--- START ---
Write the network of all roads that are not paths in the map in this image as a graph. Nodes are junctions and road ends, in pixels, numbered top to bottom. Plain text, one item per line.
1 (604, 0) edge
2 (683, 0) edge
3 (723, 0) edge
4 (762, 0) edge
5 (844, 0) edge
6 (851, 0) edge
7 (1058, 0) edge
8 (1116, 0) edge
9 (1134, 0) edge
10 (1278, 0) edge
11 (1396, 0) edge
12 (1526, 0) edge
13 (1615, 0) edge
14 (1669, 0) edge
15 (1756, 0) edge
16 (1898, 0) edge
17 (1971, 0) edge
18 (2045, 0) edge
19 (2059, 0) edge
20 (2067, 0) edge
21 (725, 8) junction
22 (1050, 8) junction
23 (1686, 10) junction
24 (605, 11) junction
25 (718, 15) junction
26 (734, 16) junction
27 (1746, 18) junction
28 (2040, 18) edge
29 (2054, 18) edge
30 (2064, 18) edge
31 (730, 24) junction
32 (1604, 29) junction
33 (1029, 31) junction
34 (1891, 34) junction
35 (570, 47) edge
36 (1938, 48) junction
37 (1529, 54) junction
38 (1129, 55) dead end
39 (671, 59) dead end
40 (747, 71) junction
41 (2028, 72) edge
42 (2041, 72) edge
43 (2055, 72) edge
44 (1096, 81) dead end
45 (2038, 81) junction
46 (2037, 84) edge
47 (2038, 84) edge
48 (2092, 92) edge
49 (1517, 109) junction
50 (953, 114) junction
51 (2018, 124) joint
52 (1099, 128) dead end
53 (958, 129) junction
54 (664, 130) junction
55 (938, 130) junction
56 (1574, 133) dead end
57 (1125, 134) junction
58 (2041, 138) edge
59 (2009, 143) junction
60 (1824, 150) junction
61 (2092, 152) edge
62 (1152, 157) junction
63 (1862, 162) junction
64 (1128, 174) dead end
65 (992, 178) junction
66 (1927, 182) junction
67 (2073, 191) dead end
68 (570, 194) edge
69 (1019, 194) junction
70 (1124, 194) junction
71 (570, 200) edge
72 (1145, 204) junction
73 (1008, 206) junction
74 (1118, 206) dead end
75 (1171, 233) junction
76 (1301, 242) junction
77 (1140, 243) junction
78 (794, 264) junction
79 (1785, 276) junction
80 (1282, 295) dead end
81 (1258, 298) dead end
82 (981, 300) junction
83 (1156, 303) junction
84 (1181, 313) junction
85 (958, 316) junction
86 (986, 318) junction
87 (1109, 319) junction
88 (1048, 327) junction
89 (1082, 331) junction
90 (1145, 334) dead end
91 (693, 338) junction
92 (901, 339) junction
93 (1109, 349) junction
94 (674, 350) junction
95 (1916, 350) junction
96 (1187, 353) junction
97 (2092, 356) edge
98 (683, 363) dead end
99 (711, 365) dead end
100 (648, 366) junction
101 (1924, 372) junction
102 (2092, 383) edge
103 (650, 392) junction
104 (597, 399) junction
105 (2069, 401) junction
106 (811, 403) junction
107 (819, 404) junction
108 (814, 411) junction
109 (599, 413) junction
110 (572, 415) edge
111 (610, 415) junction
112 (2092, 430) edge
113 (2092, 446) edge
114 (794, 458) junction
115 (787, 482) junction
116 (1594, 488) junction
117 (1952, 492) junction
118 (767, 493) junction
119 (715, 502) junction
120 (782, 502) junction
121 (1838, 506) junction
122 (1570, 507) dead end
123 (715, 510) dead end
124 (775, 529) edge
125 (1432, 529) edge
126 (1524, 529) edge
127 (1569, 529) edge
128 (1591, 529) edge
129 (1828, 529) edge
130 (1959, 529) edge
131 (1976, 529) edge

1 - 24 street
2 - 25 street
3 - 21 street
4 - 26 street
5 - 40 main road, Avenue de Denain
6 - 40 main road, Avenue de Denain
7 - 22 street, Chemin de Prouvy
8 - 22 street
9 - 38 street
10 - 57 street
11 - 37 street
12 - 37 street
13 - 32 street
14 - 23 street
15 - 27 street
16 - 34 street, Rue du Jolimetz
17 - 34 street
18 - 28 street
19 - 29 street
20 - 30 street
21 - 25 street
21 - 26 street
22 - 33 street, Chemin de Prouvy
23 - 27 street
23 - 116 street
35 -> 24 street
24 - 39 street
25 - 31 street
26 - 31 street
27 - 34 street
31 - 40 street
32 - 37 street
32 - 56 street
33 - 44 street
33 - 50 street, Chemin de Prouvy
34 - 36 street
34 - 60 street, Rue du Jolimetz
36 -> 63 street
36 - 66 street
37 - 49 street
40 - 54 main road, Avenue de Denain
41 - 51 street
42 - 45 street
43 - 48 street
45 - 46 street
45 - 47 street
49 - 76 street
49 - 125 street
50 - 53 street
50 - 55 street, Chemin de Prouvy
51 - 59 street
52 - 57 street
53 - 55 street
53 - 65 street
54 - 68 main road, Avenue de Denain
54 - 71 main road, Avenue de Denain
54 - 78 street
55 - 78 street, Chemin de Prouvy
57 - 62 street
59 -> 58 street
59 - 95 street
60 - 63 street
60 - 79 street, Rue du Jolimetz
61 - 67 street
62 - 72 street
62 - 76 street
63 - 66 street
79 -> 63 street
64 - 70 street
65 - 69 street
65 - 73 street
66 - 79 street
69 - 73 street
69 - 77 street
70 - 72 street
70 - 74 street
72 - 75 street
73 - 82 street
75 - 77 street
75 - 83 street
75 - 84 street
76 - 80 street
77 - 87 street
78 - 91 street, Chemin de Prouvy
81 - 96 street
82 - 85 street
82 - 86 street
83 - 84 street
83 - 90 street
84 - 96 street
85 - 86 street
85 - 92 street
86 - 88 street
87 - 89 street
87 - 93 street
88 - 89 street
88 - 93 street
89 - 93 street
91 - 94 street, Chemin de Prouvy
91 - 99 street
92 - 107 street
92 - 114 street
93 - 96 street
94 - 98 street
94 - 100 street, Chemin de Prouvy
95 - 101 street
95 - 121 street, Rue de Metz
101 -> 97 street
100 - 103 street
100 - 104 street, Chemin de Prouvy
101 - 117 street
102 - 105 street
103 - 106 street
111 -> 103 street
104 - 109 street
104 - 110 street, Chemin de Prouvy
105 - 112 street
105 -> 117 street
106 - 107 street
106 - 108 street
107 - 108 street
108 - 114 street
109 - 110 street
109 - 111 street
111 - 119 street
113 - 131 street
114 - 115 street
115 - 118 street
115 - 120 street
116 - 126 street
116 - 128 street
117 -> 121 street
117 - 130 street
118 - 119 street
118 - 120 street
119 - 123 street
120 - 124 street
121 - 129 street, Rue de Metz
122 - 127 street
--- END ---
Reproduce each of the entries exactly, omitting none.

Write the network of all roads that are not paths in the map in this image as a graph. Nodes are junctions and road ends, in pixels, numbered top to bottom. Plain text, one item per line.
1 (604, 0) edge
2 (683, 0) edge
3 (723, 0) edge
4 (762, 0) edge
5 (844, 0) edge
6 (851, 0) edge
7 (1058, 0) edge
8 (1116, 0) edge
9 (1134, 0) edge
10 (1278, 0) edge
11 (1396, 0) edge
12 (1526, 0) edge
13 (1615, 0) edge
14 (1669, 0) edge
15 (1756, 0) edge
16 (1898, 0) edge
17 (1971, 0) edge
18 (2045, 0) edge
19 (2059, 0) edge
20 (2067, 0) edge
21 (725, 8) junction
22 (1050, 8) junction
23 (1686, 10) junction
24 (605, 11) junction
25 (718, 15) junction
26 (734, 16) junction
27 (1746, 18) junction
28 (2040, 18) edge
29 (2054, 18) edge
30 (2064, 18) edge
31 (730, 24) junction
32 (1604, 29) junction
33 (1029, 31) junction
34 (1891, 34) junction
35 (570, 47) edge
36 (1938, 48) junction
37 (1529, 54) junction
38 (1129, 55) dead end
39 (671, 59) dead end
40 (747, 71) junction
41 (2028, 72) edge
42 (2041, 72) edge
43 (2055, 72) edge
44 (1096, 81) dead end
45 (2038, 81) junction
46 (2037, 84) edge
47 (2038, 84) edge
48 (2092, 92) edge
49 (1517, 109) junction
50 (953, 114) junction
51 (2018, 124) joint
52 (1099, 128) dead end
53 (958, 129) junction
54 (664, 130) junction
55 (938, 130) junction
56 (1574, 133) dead end
57 (1125, 134) junction
58 (2041, 138) edge
59 (2009, 143) junction
60 (1824, 150) junction
61 (2092, 152) edge
62 (1152, 157) junction
63 (1862, 162) junction
64 (1128, 174) dead end
65 (992, 178) junction
66 (1927, 182) junction
67 (2073, 191) dead end
68 (570, 194) edge
69 (1019, 194) junction
70 (1124, 194) junction
71 (570, 200) edge
72 (1145, 204) junction
73 (1008, 206) junction
74 (1118, 206) dead end
75 (1171, 233) junction
76 (1301, 242) junction
77 (1140, 243) junction
78 (794, 264) junction
79 (1785, 276) junction
80 (1282, 295) dead end
81 (1258, 298) dead end
82 (981, 300) junction
83 (1156, 303) junction
84 (1181, 313) junction
85 (958, 316) junction
86 (986, 318) junction
87 (1109, 319) junction
88 (1048, 327) junction
89 (1082, 331) junction
90 (1145, 334) dead end
91 (693, 338) junction
92 (901, 339) junction
93 (1109, 349) junction
94 (674, 350) junction
95 (1916, 350) junction
96 (1187, 353) junction
97 (2092, 356) edge
98 (683, 363) dead end
99 (711, 365) dead end
100 (648, 366) junction
101 (1924, 372) junction
102 (2092, 383) edge
103 (650, 392) junction
104 (597, 399) junction
105 (2069, 401) junction
106 (811, 403) junction
107 (819, 404) junction
108 (814, 411) junction
109 (599, 413) junction
110 (572, 415) edge
111 (610, 415) junction
112 (2092, 430) edge
113 (2092, 446) edge
114 (794, 458) junction
115 (787, 482) junction
116 (1594, 488) junction
117 (1952, 492) junction
118 (767, 493) junction
119 (715, 502) junction
120 (782, 502) junction
121 (1838, 506) junction
122 (1570, 507) dead end
123 (715, 510) dead end
124 (775, 529) edge
125 (1432, 529) edge
126 (1524, 529) edge
127 (1569, 529) edge
128 (1591, 529) edge
129 (1828, 529) edge
130 (1959, 529) edge
131 (1976, 529) edge

1 - 24 street
2 - 25 street
3 - 21 street
4 - 26 street
5 - 40 main road, Avenue de Denain
6 - 40 main road, Avenue de Denain
7 - 22 street, Chemin de Prouvy
8 - 22 street
9 - 38 street
10 - 57 street
11 - 37 street
12 - 37 street
13 - 32 street
14 - 23 street
15 - 27 street
16 - 34 street, Rue du Jolimetz
17 - 34 street
18 - 28 street
19 - 29 street
20 - 30 street
21 - 25 street
21 - 26 street
22 - 33 street, Chemin de Prouvy
23 - 27 street
23 - 116 street
35 -> 24 street
24 - 39 street
25 - 31 street
26 - 31 street
27 - 34 street
31 - 40 street
32 - 37 street
32 - 56 street
33 - 44 street
33 - 50 street, Chemin de Prouvy
34 - 36 street
34 - 60 street, Rue du Jolimetz
36 -> 63 street
36 - 66 street
37 - 49 street
40 - 54 main road, Avenue de Denain
41 - 51 street
42 - 45 street
43 - 48 street
45 - 46 street
45 - 47 street
49 - 76 street
49 - 125 street
50 - 53 street
50 - 55 street, Chemin de Prouvy
51 - 59 street
52 - 57 street
53 - 55 street
53 - 65 street
54 - 68 main road, Avenue de Denain
54 - 71 main road, Avenue de Denain
54 - 78 street
55 - 78 street, Chemin de Prouvy
57 - 62 street
59 -> 58 street
59 - 95 street
60 - 63 street
60 - 79 street, Rue du Jolimetz
61 - 67 street
62 - 72 street
62 - 76 street
63 - 66 street
79 -> 63 street
64 - 70 street
65 - 69 street
65 - 73 street
66 - 79 street
69 - 73 street
69 - 77 street
70 - 72 street
70 - 74 street
72 - 75 street
73 - 82 street
75 - 77 street
75 - 83 street
75 - 84 street
76 - 80 street
77 - 87 street
78 - 91 street, Chemin de Prouvy
81 - 96 street
82 - 85 street
82 - 86 street
83 - 84 street
83 - 90 street
84 - 96 street
85 - 86 street
85 - 92 street
86 - 88 street
87 - 89 street
87 - 93 street
88 - 89 street
88 - 93 street
89 - 93 street
91 - 94 street, Chemin de Prouvy
91 - 99 street
92 - 107 street
92 - 114 street
93 - 96 street
94 - 98 street
94 - 100 street, Chemin de Prouvy
95 - 101 street
95 - 121 street, Rue de Metz
101 -> 97 street
100 - 103 street
100 - 104 street, Chemin de Prouvy
101 - 117 street
102 - 105 street
103 - 106 street
111 -> 103 street
104 - 109 street
104 - 110 street, Chemin de Prouvy
105 - 112 street
105 -> 117 street
106 - 107 street
106 - 108 street
107 - 108 street
108 - 114 street
109 - 110 street
109 - 111 street
111 - 119 street
113 - 131 street
114 - 115 street
115 - 118 street
115 - 120 street
116 - 126 street
116 - 128 street
117 -> 121 street
117 - 130 street
118 - 119 street
118 - 120 street
119 - 123 street
120 - 124 street
121 - 129 street, Rue de Metz
122 - 127 street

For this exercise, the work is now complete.